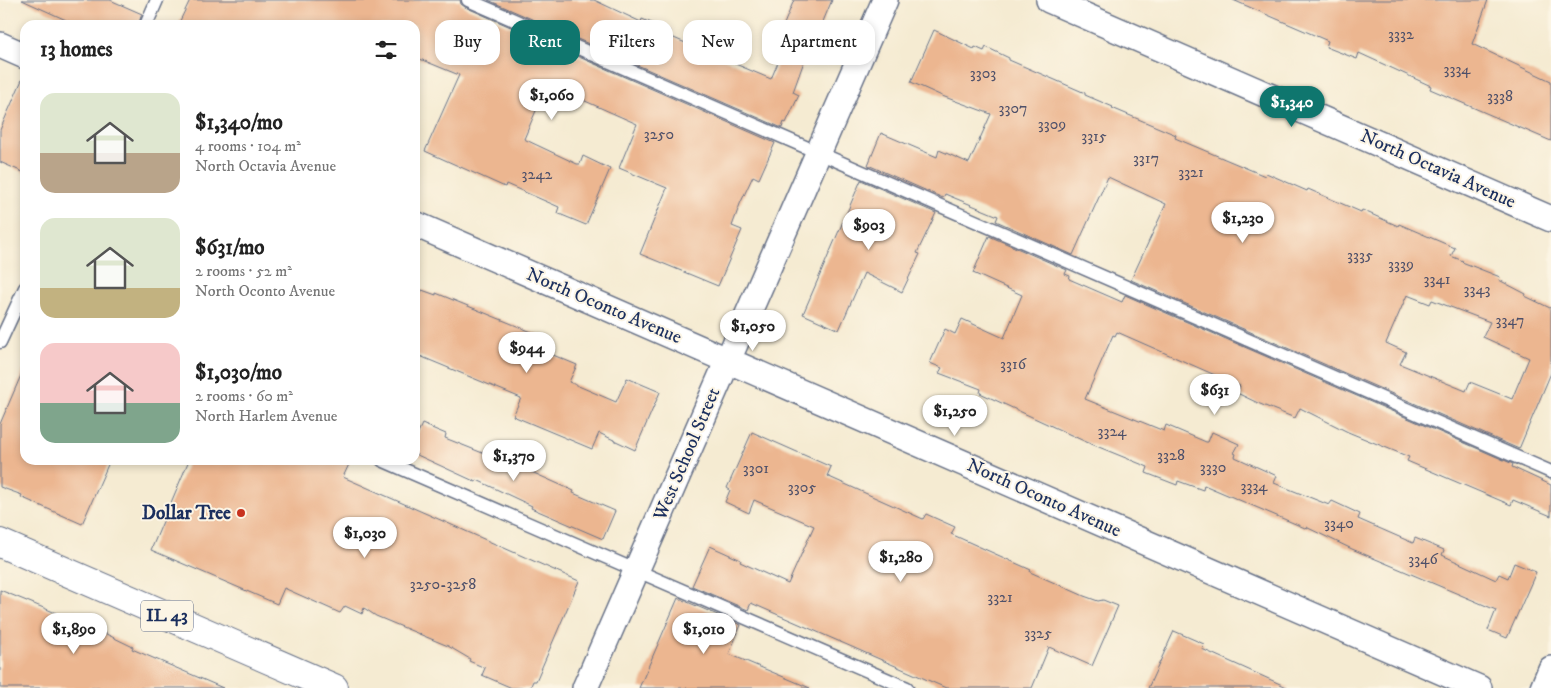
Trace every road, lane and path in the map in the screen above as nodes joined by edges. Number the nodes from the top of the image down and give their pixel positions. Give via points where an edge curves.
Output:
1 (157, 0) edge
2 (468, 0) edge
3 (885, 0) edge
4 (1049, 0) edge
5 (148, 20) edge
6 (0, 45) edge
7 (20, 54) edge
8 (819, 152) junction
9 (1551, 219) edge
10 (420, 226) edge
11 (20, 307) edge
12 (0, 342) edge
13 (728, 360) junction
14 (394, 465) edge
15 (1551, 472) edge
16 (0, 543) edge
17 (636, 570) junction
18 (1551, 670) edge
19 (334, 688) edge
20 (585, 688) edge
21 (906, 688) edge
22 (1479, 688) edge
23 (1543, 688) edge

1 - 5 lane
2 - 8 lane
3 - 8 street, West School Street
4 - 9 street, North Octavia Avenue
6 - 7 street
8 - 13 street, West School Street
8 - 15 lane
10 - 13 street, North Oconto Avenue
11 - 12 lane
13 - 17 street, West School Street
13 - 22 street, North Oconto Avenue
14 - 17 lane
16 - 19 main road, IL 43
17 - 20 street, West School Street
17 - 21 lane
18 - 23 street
········
- WORK INSTRUCTIONS -
A verbatim copy of all the records, minus the pictures, is the expected answer.

- ANSWER AREA -
Trace every road, lane and path in the map in the screen above as nodes joined by edges. Number the nodes from the top of the image down and give their pixel positions. Give via points where an edge curves.
Output:
1 (157, 0) edge
2 (468, 0) edge
3 (885, 0) edge
4 (1049, 0) edge
5 (148, 20) edge
6 (0, 45) edge
7 (20, 54) edge
8 (819, 152) junction
9 (1551, 219) edge
10 (420, 226) edge
11 (20, 307) edge
12 (0, 342) edge
13 (728, 360) junction
14 (394, 465) edge
15 (1551, 472) edge
16 (0, 543) edge
17 (636, 570) junction
18 (1551, 670) edge
19 (334, 688) edge
20 (585, 688) edge
21 (906, 688) edge
22 (1479, 688) edge
23 (1543, 688) edge

1 - 5 lane
2 - 8 lane
3 - 8 street, West School Street
4 - 9 street, North Octavia Avenue
6 - 7 street
8 - 13 street, West School Street
8 - 15 lane
10 - 13 street, North Oconto Avenue
11 - 12 lane
13 - 17 street, West School Street
13 - 22 street, North Oconto Avenue
14 - 17 lane
16 - 19 main road, IL 43
17 - 20 street, West School Street
17 - 21 lane
18 - 23 street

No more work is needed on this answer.